■ **Work order**
A faithful transcript of all the lines below, with no pictures, is the goal here.

■ **Supplied records**
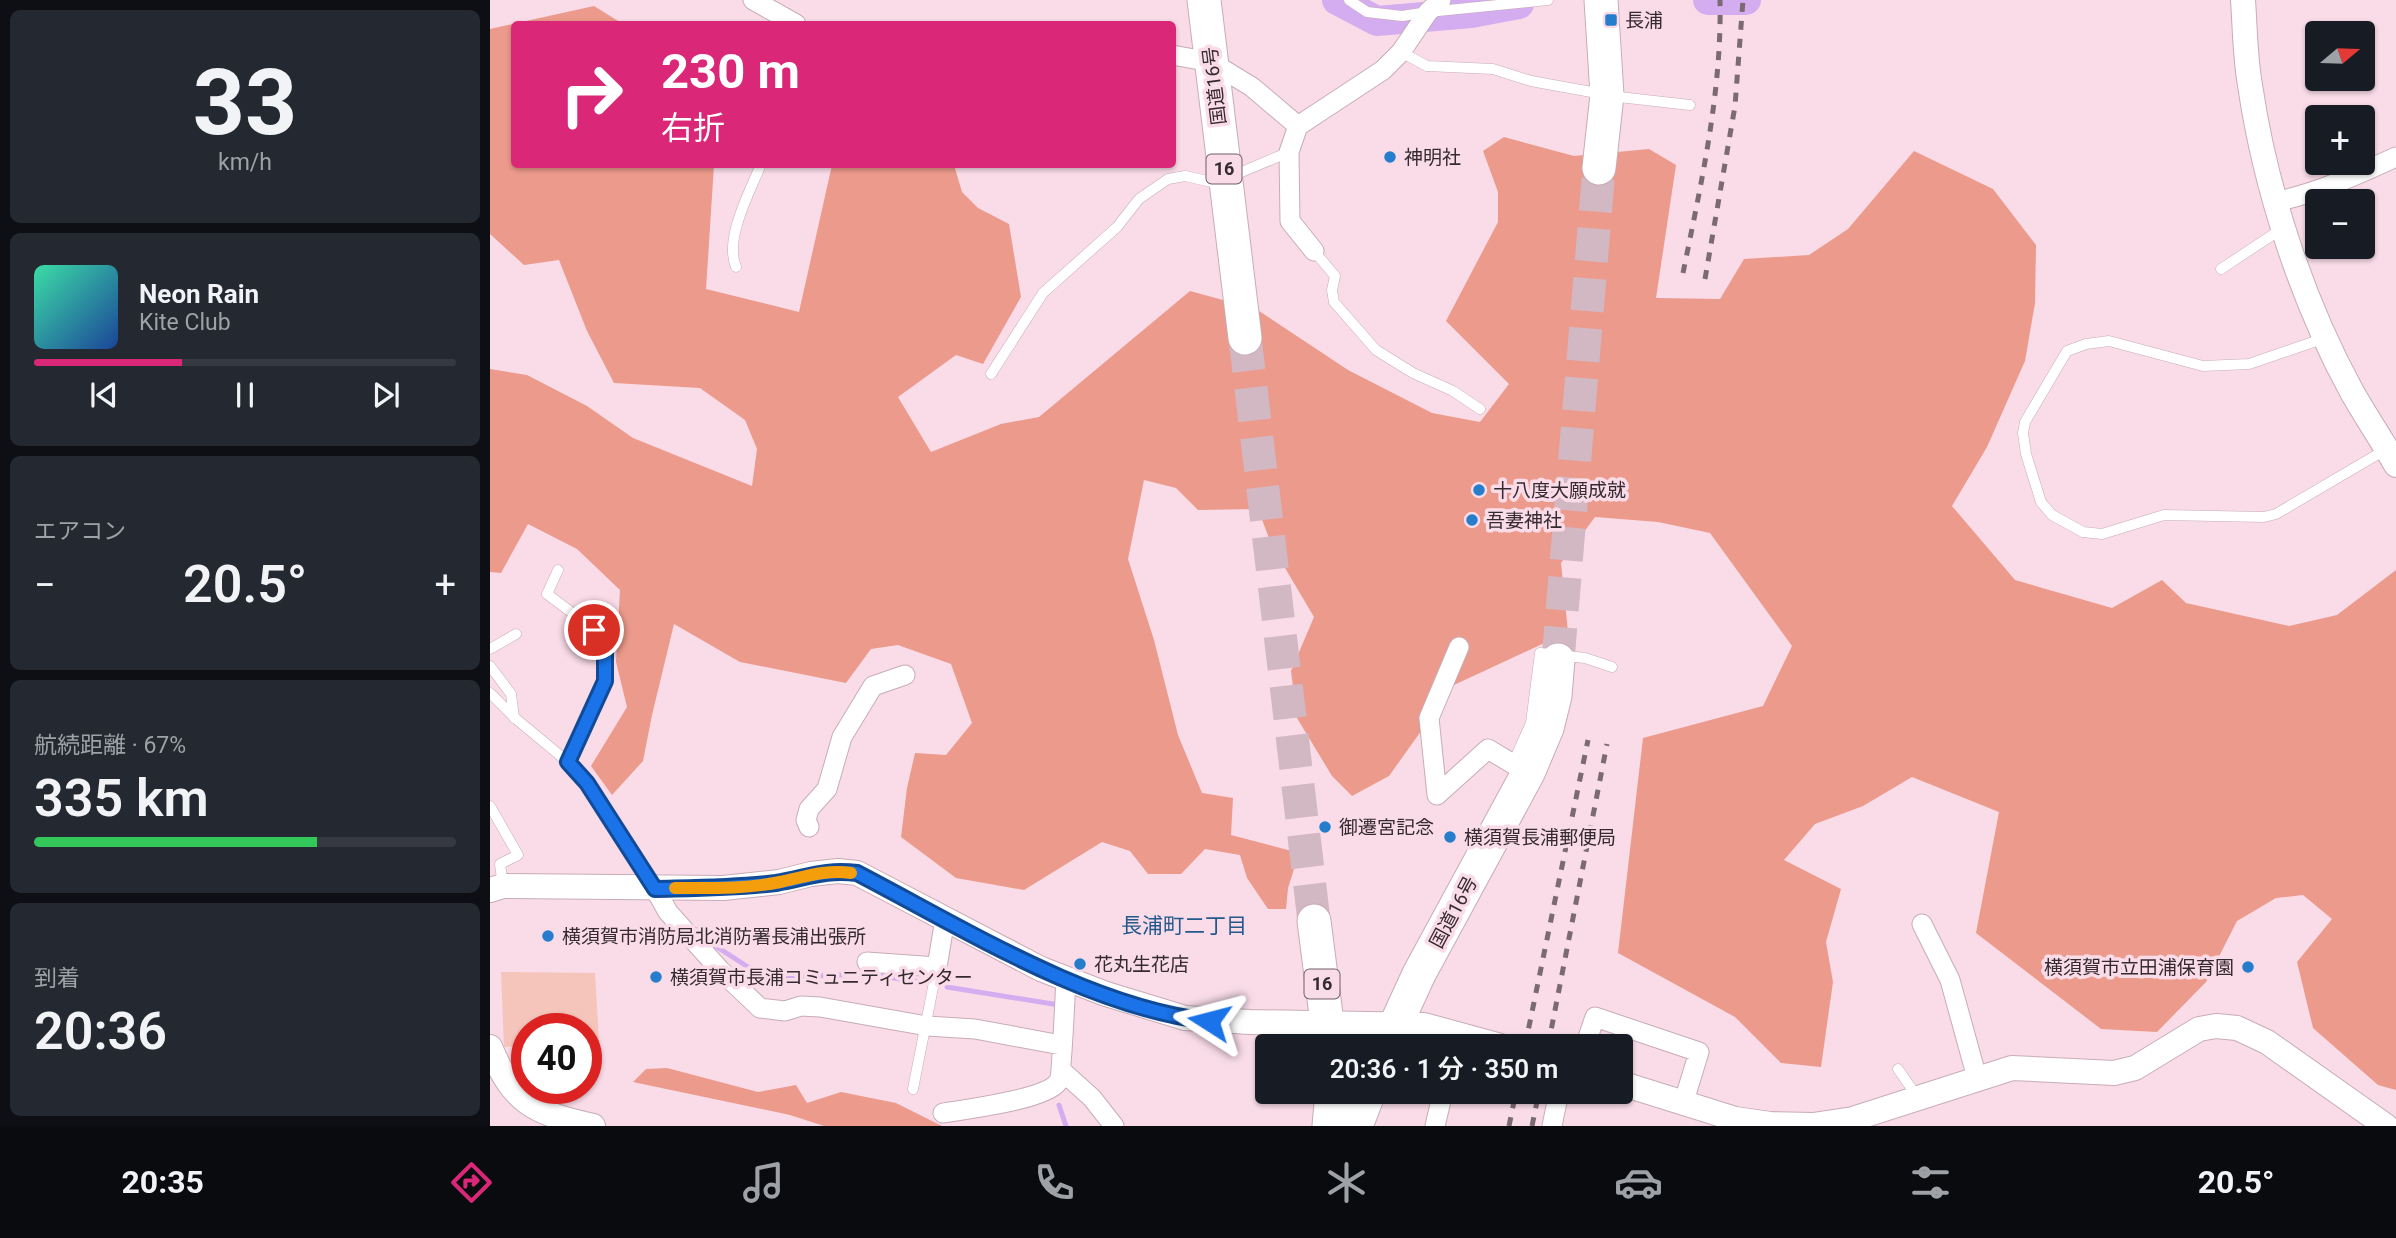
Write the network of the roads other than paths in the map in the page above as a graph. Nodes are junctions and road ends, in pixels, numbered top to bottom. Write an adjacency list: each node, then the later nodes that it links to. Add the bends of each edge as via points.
1 (753, 0): 8 (street)
2 (1204, 0): 11 (highway, 国道16号 / 16)
3 (1349, 0): 7 (lane, via 1367,12 1402,16)
4 (1548, 0): 7 (lane)
5 (1601, 0): 12 (highway)
6 (2243, 0): 20 (street, via 2249,85)
7 (1435, 6): 9 (street)
8 (791, 21)
9 (1401, 52): 12 (lane, via 1427,65 1493,69); 14 (street)
10 (1176, 56): 11 (street)
11 (1211, 62): 14 (street, via 1252,87); 19 (highway, 国道16号 / 16)
12 (1607, 95): 13 (lane); 18 (highway)
13 (1690, 105)
14 (1298, 126): 15 (street)
15 (1289, 152): 19 (lane); 22 (street, via 1290,221)
16 (2396, 157): 20 (street)
17 (760, 168): 23 (lane, via 733,242)
18 (1599, 168)
19 (1225, 179): 25 (highway, 国道16号 / 16); 27 (lane, via 1168,179 1139,199 1117,227 1044,293)
20 (2275, 202): 21 (street)
21 (2283, 228): 24 (lane); 26 (street)
22 (1314, 251): 28 (lane, via 1335,276 1334,302 1376,350)
23 (736, 267)
24 (2221, 269)
25 (1245, 338)
26 (2326, 338): 29 (street); 29 (lane, via 2249,364 2203,366 2109,341 2067,351 2023,433 2042,502 2052,515 2084,532 2102,534 2164,515 2264,517)
27 (991, 374)
28 (1480, 409)
29 (2391, 457)
30 (558, 570): 40 (lane, via 547,594 594,630 605,647 605,681)
31 (516, 634): 33 (lane)
32 (1459, 647): 41 (street, via 1429,718 1437,795 1488,749)
33 (490, 649)
34 (1558, 660): 41 (highway, 国道16号, via 1547,728)
35 (490, 666): 39 (lane, via 511,694)
36 (1612, 667): 41 (lane, via 1585,658 1540,653)
37 (905, 675): 43 (street, via 873,686 842,737 827,789 809,809)
38 (490, 693): 39 (lane)
39 (514, 718): 40 (lane)
40 (568, 762): 45 (lane, via 587,783)
41 (1521, 768): 56 (highway, 国道16号)
42 (490, 806): 44 (lane, via 518,855 500,864)
43 (808, 827)
44 (497, 888): 45 (street)
45 (655, 889): 46 (street, via 723,888 838,871 857,873); 52 (street, via 668,912 760,1008 820,1007)
46 (945, 919): 50 (street); 51 (street)
47 (1314, 921): 53 (highway, 16)
48 (1922, 924): 64 (street, via 1950,980)
49 (867, 961): 50 (street)
50 (937, 967): 52 (lane)
51 (1066, 979): 53 (street, via 1185,1018); 60 (street)
52 (927, 1026): 60 (street, via 975,1029); 66 (lane)
53 (1328, 1034)
54 (1370, 1034): 55 (highway, via 1386,1025)
55 (1390, 1034)
56 (1391, 1034)
57 (1394, 1034): 58 (street, via 1423,1025)
58 (1442, 1034)
59 (1589, 1034): 68 (street, via 1594,1017 1699,1052)
60 (1061, 1045): 63 (street)
61 (490, 1046): 76 (street, via 518,1097 544,1113)
62 (1898, 1069): 67 (lane)
63 (1062, 1071): 74 (street, via 1059,1082 1047,1091); 77 (street)
64 (1977, 1078): 67 (street); 83 (street, via 2012,1068 2114,1073 2134,1068 2199,1029 2236,1028 2267,1042)
65 (1633, 1087): 68 (street)
66 (913, 1089)
67 (1918, 1098): 75 (street, via 1853,1119)
68 (1684, 1101): 75 (street, via 1735,1119)
69 (1331, 1104): 78 (highway)
70 (1343, 1104): 79 (highway)
71 (1364, 1104): 80 (highway)
72 (1440, 1104): 81 (street)
73 (1557, 1104): 82 (street)
74 (943, 1113)
75 (1770, 1125)
76 (593, 1126)
77 (1114, 1126)
78 (1329, 1126)
79 (1335, 1126)
80 (1356, 1126)
81 (1435, 1126)
82 (1552, 1126)
83 (2386, 1126)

■ **Finished task**
Write the network of the roads other than paths in the map in the page above as a graph. Nodes are junctions and road ends, in pixels, numbered top to bottom. Write an adjacency list: each node, then the later nodes that it links to. Add the bends of each edge as via points.
1 (753, 0): 8 (street)
2 (1204, 0): 11 (highway, 国道16号 / 16)
3 (1349, 0): 7 (lane, via 1367,12 1402,16)
4 (1548, 0): 7 (lane)
5 (1601, 0): 12 (highway)
6 (2243, 0): 20 (street, via 2249,85)
7 (1435, 6): 9 (street)
8 (791, 21)
9 (1401, 52): 12 (lane, via 1427,65 1493,69); 14 (street)
10 (1176, 56): 11 (street)
11 (1211, 62): 14 (street, via 1252,87); 19 (highway, 国道16号 / 16)
12 (1607, 95): 13 (lane); 18 (highway)
13 (1690, 105)
14 (1298, 126): 15 (street)
15 (1289, 152): 19 (lane); 22 (street, via 1290,221)
16 (2396, 157): 20 (street)
17 (760, 168): 23 (lane, via 733,242)
18 (1599, 168)
19 (1225, 179): 25 (highway, 国道16号 / 16); 27 (lane, via 1168,179 1139,199 1117,227 1044,293)
20 (2275, 202): 21 (street)
21 (2283, 228): 24 (lane); 26 (street)
22 (1314, 251): 28 (lane, via 1335,276 1334,302 1376,350)
23 (736, 267)
24 (2221, 269)
25 (1245, 338)
26 (2326, 338): 29 (street); 29 (lane, via 2249,364 2203,366 2109,341 2067,351 2023,433 2042,502 2052,515 2084,532 2102,534 2164,515 2264,517)
27 (991, 374)
28 (1480, 409)
29 (2391, 457)
30 (558, 570): 40 (lane, via 547,594 594,630 605,647 605,681)
31 (516, 634): 33 (lane)
32 (1459, 647): 41 (street, via 1429,718 1437,795 1488,749)
33 (490, 649)
34 (1558, 660): 41 (highway, 国道16号, via 1547,728)
35 (490, 666): 39 (lane, via 511,694)
36 (1612, 667): 41 (lane, via 1585,658 1540,653)
37 (905, 675): 43 (street, via 873,686 842,737 827,789 809,809)
38 (490, 693): 39 (lane)
39 (514, 718): 40 (lane)
40 (568, 762): 45 (lane, via 587,783)
41 (1521, 768): 56 (highway, 国道16号)
42 (490, 806): 44 (lane, via 518,855 500,864)
43 (808, 827)
44 (497, 888): 45 (street)
45 (655, 889): 46 (street, via 723,888 838,871 857,873); 52 (street, via 668,912 760,1008 820,1007)
46 (945, 919): 50 (street); 51 (street)
47 (1314, 921): 53 (highway, 16)
48 (1922, 924): 64 (street, via 1950,980)
49 (867, 961): 50 (street)
50 (937, 967): 52 (lane)
51 (1066, 979): 53 (street, via 1185,1018); 60 (street)
52 (927, 1026): 60 (street, via 975,1029); 66 (lane)
53 (1328, 1034)
54 (1370, 1034): 55 (highway, via 1386,1025)
55 (1390, 1034)
56 (1391, 1034)
57 (1394, 1034): 58 (street, via 1423,1025)
58 (1442, 1034)
59 (1589, 1034): 68 (street, via 1594,1017 1699,1052)
60 (1061, 1045): 63 (street)
61 (490, 1046): 76 (street, via 518,1097 544,1113)
62 (1898, 1069): 67 (lane)
63 (1062, 1071): 74 (street, via 1059,1082 1047,1091); 77 (street)
64 (1977, 1078): 67 (street); 83 (street, via 2012,1068 2114,1073 2134,1068 2199,1029 2236,1028 2267,1042)
65 (1633, 1087): 68 (street)
66 (913, 1089)
67 (1918, 1098): 75 (street, via 1853,1119)
68 (1684, 1101): 75 (street, via 1735,1119)
69 (1331, 1104): 78 (highway)
70 (1343, 1104): 79 (highway)
71 (1364, 1104): 80 (highway)
72 (1440, 1104): 81 (street)
73 (1557, 1104): 82 (street)
74 (943, 1113)
75 (1770, 1125)
76 (593, 1126)
77 (1114, 1126)
78 (1329, 1126)
79 (1335, 1126)
80 (1356, 1126)
81 (1435, 1126)
82 (1552, 1126)
83 (2386, 1126)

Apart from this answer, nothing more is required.